Liu, from Guangzhou, was arrested and charged by Seoul police officials on Jan. 8 last year for throwing four Molotov cocktails at the Japanese Embassy in Junghak-dong, central Seoul. He received a 10-month jail term and was released on Nov. 8. Upon his release, both China and Japan had reportedly requested that Korea, through various diplomatic channels, send the Chinese man to their respective countries.
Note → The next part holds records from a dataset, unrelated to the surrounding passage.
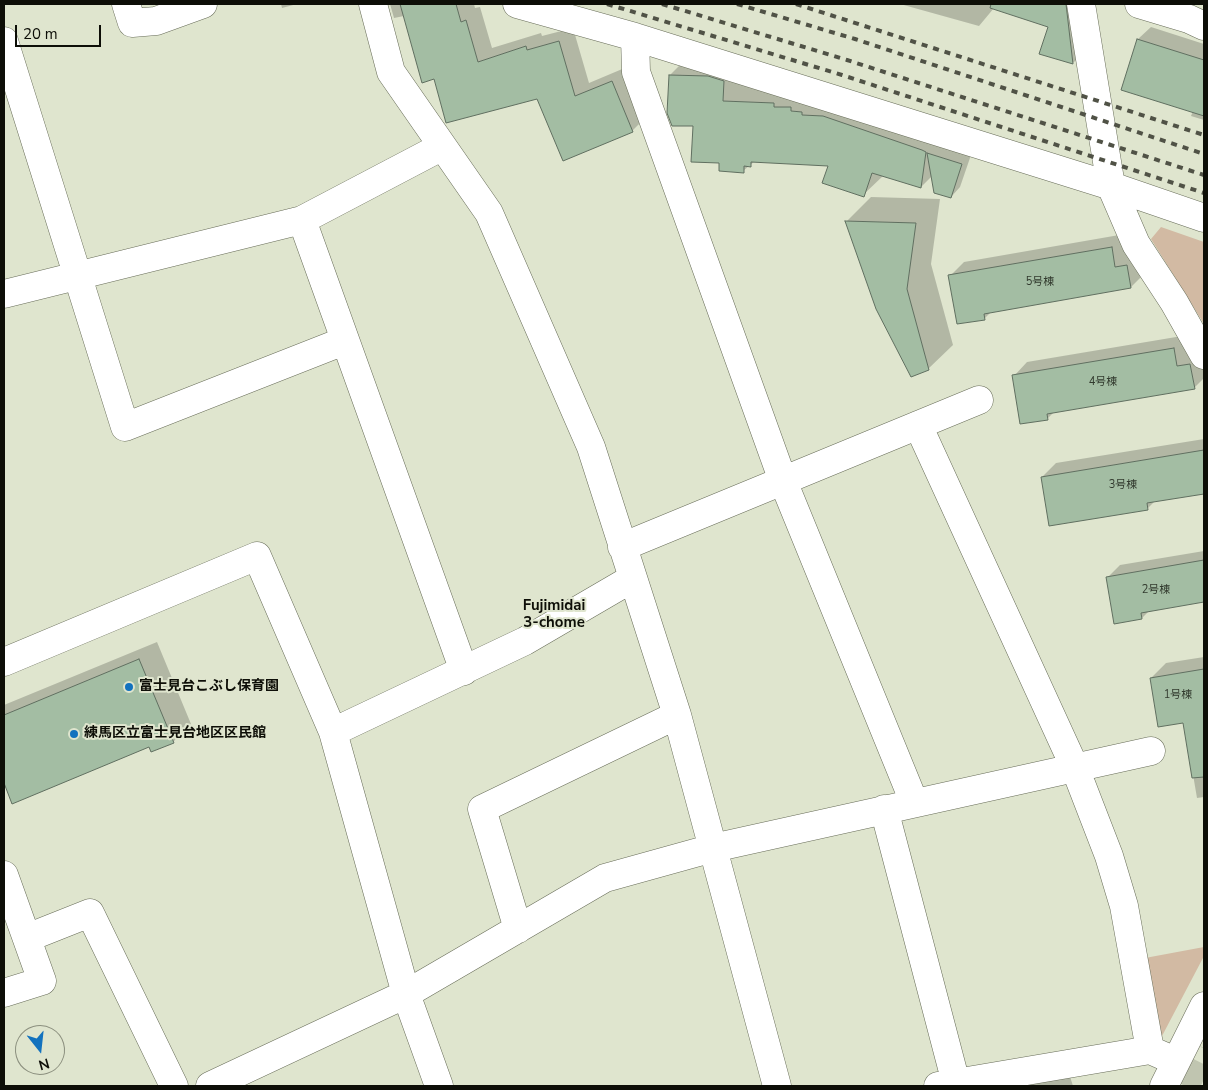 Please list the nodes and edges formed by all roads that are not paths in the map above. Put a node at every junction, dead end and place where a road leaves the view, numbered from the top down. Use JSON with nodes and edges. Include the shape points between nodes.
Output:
{"nodes":[{"id":1,"x":126,"y":4,"type":"edge"},
{"id":2,"x":203,"y":4,"type":"edge"},
{"id":3,"x":373,"y":4,"type":"edge"},
{"id":4,"x":517,"y":4,"type":"edge"},
{"id":5,"x":1081,"y":4,"type":"edge"},
{"id":6,"x":1139,"y":4,"type":"edge"},
{"id":7,"x":1204,"y":26,"type":"edge"},
{"id":8,"x":635,"y":37,"type":"junction"},
{"id":9,"x":4,"y":41,"type":"edge"},
{"id":10,"x":441,"y":147,"type":"junction"},
{"id":11,"x":1111,"y":186,"type":"junction"},
{"id":12,"x":1204,"y":218,"type":"edge"},
{"id":13,"x":302,"y":220,"type":"junction"},
{"id":14,"x":78,"y":274,"type":"junction"},
{"id":15,"x":4,"y":294,"type":"edge"},
{"id":16,"x":344,"y":341,"type":"junction"},
{"id":17,"x":1204,"y":355,"type":"edge"},
{"id":18,"x":979,"y":400,"type":"dead end"},
{"id":19,"x":918,"y":425,"type":"junction"},
{"id":20,"x":783,"y":481,"type":"junction"},
{"id":21,"x":622,"y":547,"type":"junction"},
{"id":22,"x":633,"y":578,"type":"junction"},
{"id":23,"x":4,"y":662,"type":"edge"},
{"id":24,"x":464,"y":671,"type":"junction"},
{"id":25,"x":677,"y":715,"type":"junction"},
{"id":26,"x":333,"y":732,"type":"junction"},
{"id":27,"x":1151,"y":751,"type":"dead end"},
{"id":28,"x":1075,"y":768,"type":"junction"},
{"id":29,"x":914,"y":802,"type":"junction"},
{"id":30,"x":884,"y":809,"type":"junction"},
{"id":31,"x":713,"y":848,"type":"junction"},
{"id":32,"x":4,"y":875,"type":"edge"},
{"id":33,"x":518,"y":929,"type":"junction"},
{"id":34,"x":27,"y":938,"type":"junction"},
{"id":35,"x":4,"y":993,"type":"edge"},
{"id":36,"x":406,"y":994,"type":"junction"},
{"id":37,"x":1204,"y":1006,"type":"edge"},
{"id":38,"x":1150,"y":1050,"type":"junction"},
{"id":39,"x":1176,"y":1062,"type":"junction"},
{"id":40,"x":947,"y":1085,"type":"edge"},
{"id":41,"x":174,"y":1086,"type":"edge"},
{"id":42,"x":210,"y":1086,"type":"edge"},
{"id":43,"x":439,"y":1086,"type":"edge"},
{"id":44,"x":777,"y":1086,"type":"edge"},
{"id":45,"x":1164,"y":1086,"type":"edge"}],
"edges":[{"from":1,"to":2,"type":"street","via":[[132,23],[156,21]]},
{"from":3,"to":10,"type":"street","via":[[391,72]]},
{"from":4,"to":8,"type":"street"},
{"from":5,"to":11,"type":"street"},
{"from":6,"to":7,"type":"street"},
{"from":8,"to":11,"type":"street"},
{"from":8,"to":20,"type":"street","via":[[636,72]]},
{"from":9,"to":14,"type":"street"},
{"from":10,"to":13,"type":"street"},
{"from":10,"to":21,"type":"street","via":[[489,213],[591,447]]},
{"from":11,"to":12,"type":"street"},
{"from":11,"to":17,"type":"street","via":[[1136,244]]},
{"from":13,"to":14,"type":"street"},
{"from":13,"to":16,"type":"street"},
{"from":14,"to":15,"type":"street"},
{"from":14,"to":16,"type":"street","via":[[125,427]]},
{"from":16,"to":24,"type":"street"},
{"from":18,"to":19,"type":"street"},
{"from":19,"to":20,"type":"street"},
{"from":19,"to":28,"type":"street"},
{"from":20,"to":21,"type":"street"},
{"from":20,"to":29,"type":"street"},
{"from":21,"to":22,"type":"street"},
{"from":22,"to":24,"type":"street","via":[[525,641]]},
{"from":22,"to":25,"type":"street"},
{"from":23,"to":26,"type":"street","via":[[257,556]]},
{"from":24,"to":26,"type":"street"},
{"from":25,"to":31,"type":"street"},
{"from":25,"to":33,"type":"street","via":[[482,809]]},
{"from":26,"to":36,"type":"street"},
{"from":27,"to":28,"type":"street"},
{"from":28,"to":29,"type":"street"},
{"from":28,"to":38,"type":"street","via":[[1109,856],[1124,906]]},
{"from":29,"to":30,"type":"street"},
{"from":30,"to":31,"type":"street"},
{"from":30,"to":40,"type":"street"},
{"from":31,"to":33,"type":"street","via":[[605,878]]},
{"from":31,"to":44,"type":"street"},
{"from":32,"to":34,"type":"street"},
{"from":33,"to":36,"type":"street"},
{"from":34,"to":35,"type":"street","via":[[42,981]]},
{"from":34,"to":41,"type":"street","via":[[90,913]]},
{"from":36,"to":42,"type":"street"},
{"from":36,"to":43,"type":"street"},
{"from":37,"to":39,"type":"street"},
{"from":38,"to":39,"type":"street"},
{"from":38,"to":40,"type":"street"},
{"from":39,"to":45,"type":"street"}]}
Japan wanted him as Liu confessed while under questioning in Seoul that he was the one who set fire to the Yasukuni Shrine in Tokyo in December 2011. Liu said he set fire to the shrine and also threw firebombs at the Japanese Embassy in Seoul out of anger over Tokyo’s refusal to apologize for its wartime misdeeds. His maternal grandmother was a Korean from Pyongyang who was forced into sexual slavery by the Japanese military during World War II. Tokyo requested Seoul hand over Liu after he is released based on a bilateral treaty signed in 2002 regarding criminal transfers, while Beijing appealed to Seoul that Liu be sent back home based on a “humanitarian approach.”
It also requested that Korea consider Liu a political prisoner - saying his crimes were a political reaction to Japan’s misdeeds.
Seoul’s Ministry of Justice sent the case to the Seoul High Court, and the decision was made yesterday to send Liu back home. While waiting for the court’s decision, Liu was sent back to jail after he was released and went to trial.
The court yesterday added that Liu’s crime was not based on personal interests, but was out of anger over “Japan’s perception on women forced into sexual slavery by the Japanese military and policies related to that.” It also said that “the crime was committed to affect the Japanese government’s policies that go against his political beliefs.”
With the court’s decision, Liu was immediately released from jail yesterday.
“It looks like Liu will be returning to China,” said an official from the Justice Ministry.